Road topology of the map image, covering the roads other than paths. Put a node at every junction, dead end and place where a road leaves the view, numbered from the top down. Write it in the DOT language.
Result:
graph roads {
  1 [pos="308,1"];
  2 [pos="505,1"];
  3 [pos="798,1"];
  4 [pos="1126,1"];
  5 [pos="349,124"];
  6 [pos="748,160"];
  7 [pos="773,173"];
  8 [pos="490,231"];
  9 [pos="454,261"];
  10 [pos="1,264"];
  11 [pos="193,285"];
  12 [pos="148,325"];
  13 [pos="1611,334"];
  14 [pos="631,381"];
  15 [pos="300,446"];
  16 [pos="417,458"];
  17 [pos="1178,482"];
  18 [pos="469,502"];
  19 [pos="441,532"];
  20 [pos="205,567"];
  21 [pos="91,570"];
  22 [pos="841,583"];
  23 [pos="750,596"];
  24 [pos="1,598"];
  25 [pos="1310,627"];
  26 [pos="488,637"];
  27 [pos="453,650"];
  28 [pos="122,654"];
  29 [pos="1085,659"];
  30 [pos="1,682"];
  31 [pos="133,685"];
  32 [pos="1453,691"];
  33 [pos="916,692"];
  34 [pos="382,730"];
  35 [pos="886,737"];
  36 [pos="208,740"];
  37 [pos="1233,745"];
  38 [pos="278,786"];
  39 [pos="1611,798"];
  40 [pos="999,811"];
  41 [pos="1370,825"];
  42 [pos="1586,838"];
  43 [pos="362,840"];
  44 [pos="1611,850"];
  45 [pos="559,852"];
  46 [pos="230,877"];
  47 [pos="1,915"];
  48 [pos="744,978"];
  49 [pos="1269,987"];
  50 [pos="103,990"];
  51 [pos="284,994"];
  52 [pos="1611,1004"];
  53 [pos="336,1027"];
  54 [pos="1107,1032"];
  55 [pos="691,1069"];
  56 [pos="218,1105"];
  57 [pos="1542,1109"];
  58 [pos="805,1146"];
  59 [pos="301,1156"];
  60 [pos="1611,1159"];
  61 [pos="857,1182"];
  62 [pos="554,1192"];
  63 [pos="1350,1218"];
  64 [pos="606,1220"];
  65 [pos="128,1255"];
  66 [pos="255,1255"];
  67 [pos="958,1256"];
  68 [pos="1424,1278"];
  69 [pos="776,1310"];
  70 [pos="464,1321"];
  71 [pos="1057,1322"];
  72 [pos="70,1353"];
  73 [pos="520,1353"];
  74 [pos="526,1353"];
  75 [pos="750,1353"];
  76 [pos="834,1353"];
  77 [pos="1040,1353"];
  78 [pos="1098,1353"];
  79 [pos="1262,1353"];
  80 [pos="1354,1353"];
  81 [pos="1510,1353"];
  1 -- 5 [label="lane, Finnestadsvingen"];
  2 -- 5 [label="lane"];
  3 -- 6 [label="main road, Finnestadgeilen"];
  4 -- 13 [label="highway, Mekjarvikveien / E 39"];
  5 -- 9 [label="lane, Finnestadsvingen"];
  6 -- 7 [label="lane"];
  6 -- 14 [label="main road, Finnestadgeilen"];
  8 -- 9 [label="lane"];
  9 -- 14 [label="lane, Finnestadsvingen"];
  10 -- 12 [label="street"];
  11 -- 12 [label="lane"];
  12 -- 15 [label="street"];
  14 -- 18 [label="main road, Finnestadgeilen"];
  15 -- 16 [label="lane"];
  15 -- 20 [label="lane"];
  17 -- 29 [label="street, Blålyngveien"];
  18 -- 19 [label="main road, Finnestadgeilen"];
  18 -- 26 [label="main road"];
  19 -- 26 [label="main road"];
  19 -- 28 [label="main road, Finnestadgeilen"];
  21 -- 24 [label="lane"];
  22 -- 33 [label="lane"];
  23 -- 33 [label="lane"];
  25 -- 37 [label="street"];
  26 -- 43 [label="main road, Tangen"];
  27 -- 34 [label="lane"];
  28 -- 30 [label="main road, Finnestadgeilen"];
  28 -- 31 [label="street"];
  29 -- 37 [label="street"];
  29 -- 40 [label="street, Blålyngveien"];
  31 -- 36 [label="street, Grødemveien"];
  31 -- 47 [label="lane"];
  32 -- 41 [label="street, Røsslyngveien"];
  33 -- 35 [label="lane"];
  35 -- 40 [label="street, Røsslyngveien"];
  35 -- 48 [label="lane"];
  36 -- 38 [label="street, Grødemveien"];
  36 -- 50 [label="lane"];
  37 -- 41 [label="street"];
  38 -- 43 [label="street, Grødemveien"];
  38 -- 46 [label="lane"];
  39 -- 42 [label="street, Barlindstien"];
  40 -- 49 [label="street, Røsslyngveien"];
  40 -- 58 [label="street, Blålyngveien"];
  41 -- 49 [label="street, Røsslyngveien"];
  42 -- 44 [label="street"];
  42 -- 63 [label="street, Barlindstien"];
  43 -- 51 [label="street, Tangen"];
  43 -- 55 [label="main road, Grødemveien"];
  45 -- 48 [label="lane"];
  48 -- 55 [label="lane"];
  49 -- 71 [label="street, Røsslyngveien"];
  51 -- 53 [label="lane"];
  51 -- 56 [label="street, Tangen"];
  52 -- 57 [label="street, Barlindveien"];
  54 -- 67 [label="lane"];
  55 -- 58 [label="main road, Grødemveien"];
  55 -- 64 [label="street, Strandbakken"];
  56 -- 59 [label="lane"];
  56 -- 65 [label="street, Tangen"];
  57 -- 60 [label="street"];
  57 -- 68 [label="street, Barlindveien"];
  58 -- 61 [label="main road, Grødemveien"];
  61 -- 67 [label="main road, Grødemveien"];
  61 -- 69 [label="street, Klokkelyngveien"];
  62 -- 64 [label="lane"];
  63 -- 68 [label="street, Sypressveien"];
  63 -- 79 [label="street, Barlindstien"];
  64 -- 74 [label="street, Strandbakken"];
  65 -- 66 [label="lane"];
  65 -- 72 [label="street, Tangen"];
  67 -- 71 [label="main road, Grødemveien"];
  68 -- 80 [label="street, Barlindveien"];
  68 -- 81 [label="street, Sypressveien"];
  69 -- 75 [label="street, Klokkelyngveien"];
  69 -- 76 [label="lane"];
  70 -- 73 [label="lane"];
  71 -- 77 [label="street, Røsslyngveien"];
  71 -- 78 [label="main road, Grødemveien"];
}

### Aim of the exercise
Go through the entries and return each line where the word "Røsslyngveien" appears.

### Solution to this exercise
  32 -- 41 [label="street, Røsslyngveien"];
  35 -- 40 [label="street, Røsslyngveien"];
  40 -- 49 [label="street, Røsslyngveien"];
  41 -- 49 [label="street, Røsslyngveien"];
  49 -- 71 [label="street, Røsslyngveien"];
  71 -- 77 [label="street, Røsslyngveien"];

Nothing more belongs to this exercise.